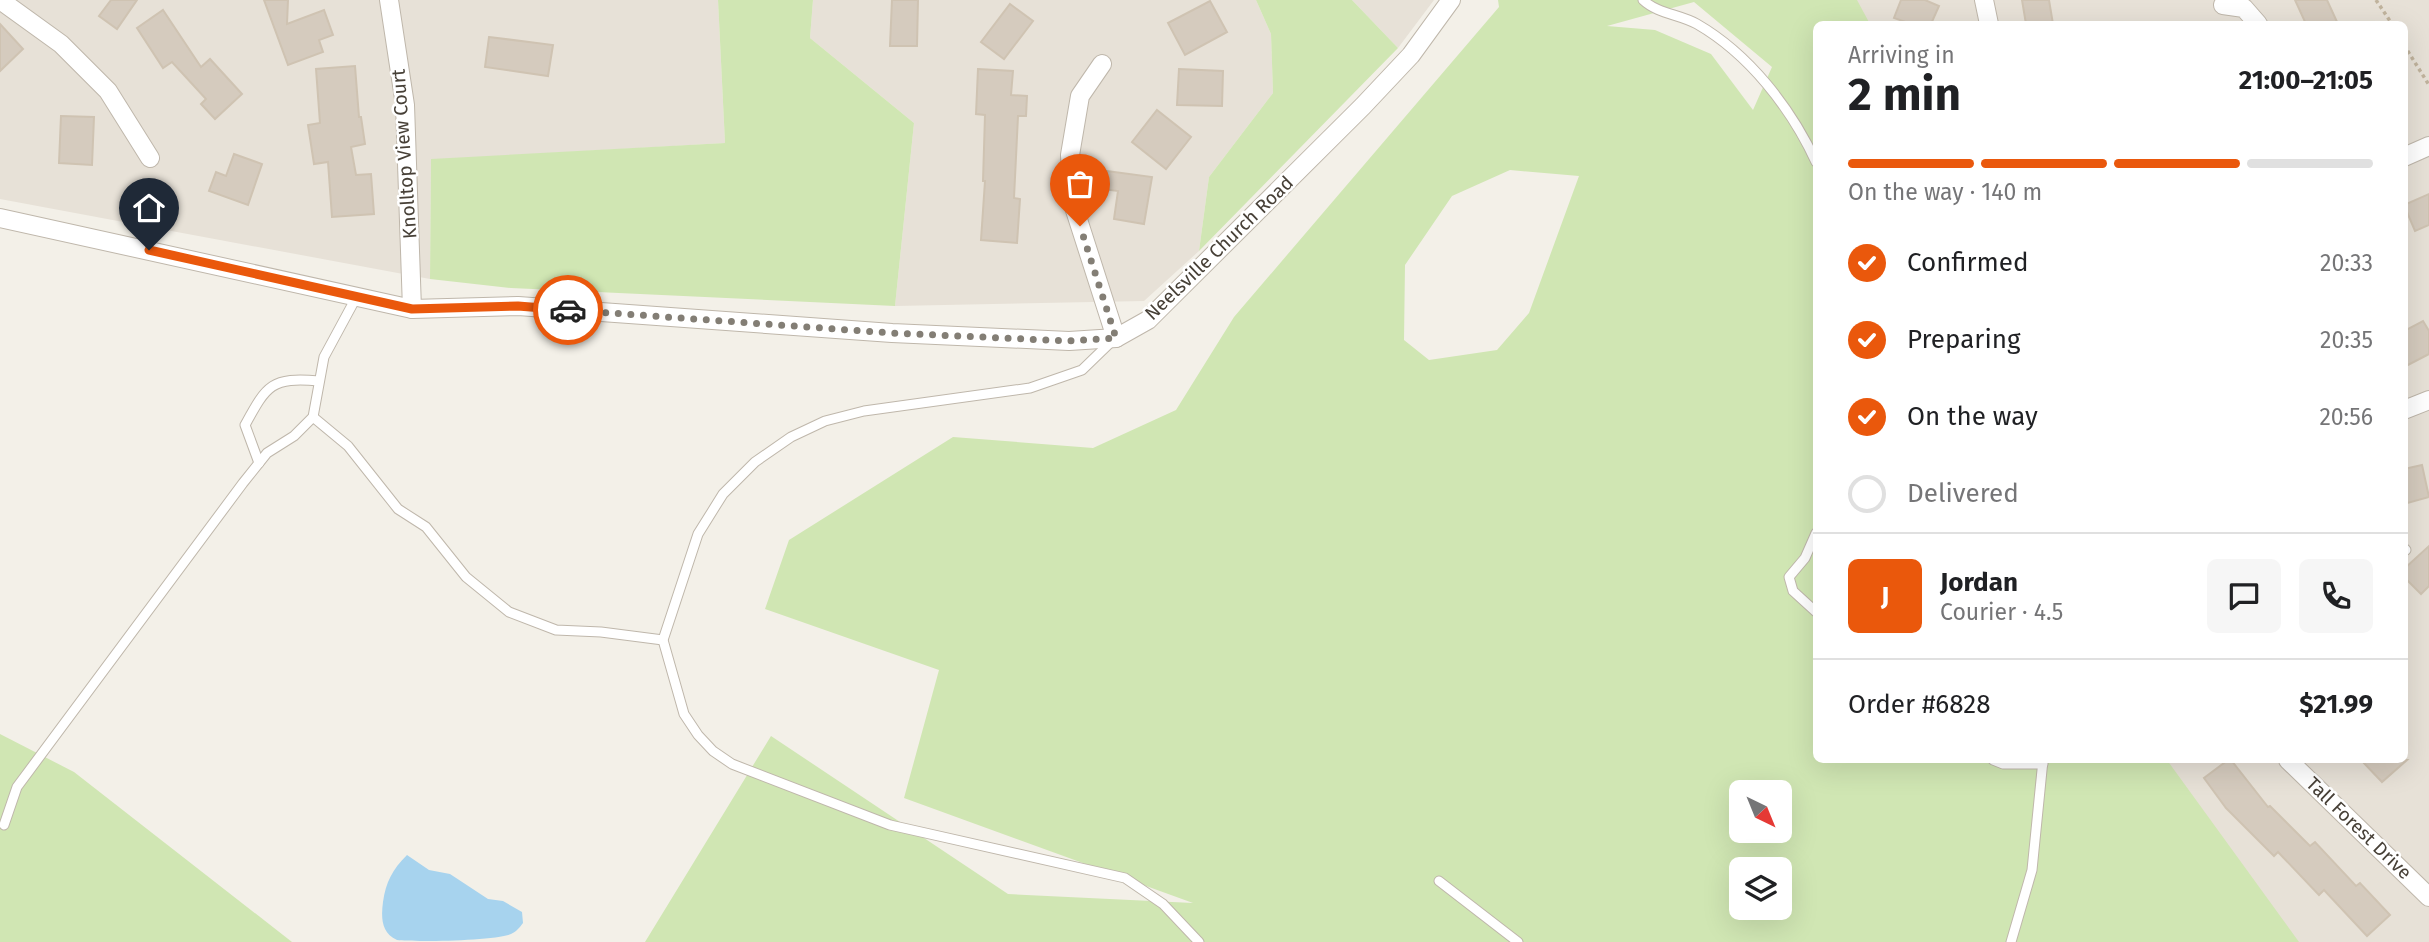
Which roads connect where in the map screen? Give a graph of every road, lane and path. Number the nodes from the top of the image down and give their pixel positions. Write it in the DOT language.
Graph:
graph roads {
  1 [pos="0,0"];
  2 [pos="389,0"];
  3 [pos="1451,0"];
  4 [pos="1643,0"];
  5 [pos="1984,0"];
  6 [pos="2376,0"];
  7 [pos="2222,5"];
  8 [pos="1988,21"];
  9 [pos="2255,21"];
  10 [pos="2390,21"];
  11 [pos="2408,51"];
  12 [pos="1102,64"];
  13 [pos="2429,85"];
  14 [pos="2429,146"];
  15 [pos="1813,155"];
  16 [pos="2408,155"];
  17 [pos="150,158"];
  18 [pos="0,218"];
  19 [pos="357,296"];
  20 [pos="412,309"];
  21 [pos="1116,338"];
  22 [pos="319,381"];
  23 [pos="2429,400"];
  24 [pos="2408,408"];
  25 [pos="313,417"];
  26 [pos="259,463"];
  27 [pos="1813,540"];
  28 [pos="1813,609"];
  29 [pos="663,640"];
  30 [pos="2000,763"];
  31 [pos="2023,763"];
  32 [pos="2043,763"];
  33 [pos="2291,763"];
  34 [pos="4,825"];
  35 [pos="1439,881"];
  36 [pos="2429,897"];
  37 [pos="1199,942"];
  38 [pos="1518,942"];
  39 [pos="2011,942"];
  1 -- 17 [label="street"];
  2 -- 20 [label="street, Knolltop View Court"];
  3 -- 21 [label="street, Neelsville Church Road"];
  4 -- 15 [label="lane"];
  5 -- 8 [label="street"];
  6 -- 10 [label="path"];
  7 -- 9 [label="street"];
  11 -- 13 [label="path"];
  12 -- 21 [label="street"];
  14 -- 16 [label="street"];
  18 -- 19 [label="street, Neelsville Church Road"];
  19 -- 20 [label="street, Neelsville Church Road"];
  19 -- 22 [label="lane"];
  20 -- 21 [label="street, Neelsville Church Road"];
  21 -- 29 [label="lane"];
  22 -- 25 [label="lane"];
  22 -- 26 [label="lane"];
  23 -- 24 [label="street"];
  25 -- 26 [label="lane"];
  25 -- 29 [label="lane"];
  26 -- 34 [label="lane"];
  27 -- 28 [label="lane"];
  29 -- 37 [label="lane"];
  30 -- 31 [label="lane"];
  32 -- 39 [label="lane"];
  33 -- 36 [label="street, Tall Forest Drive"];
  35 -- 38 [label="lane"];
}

THE TASK:
Copy only the lines in the listing that contain "Neelsville".

RESULT:
  3 -- 21 [label="street, Neelsville Church Road"];
  18 -- 19 [label="street, Neelsville Church Road"];
  19 -- 20 [label="street, Neelsville Church Road"];
  20 -- 21 [label="street, Neelsville Church Road"];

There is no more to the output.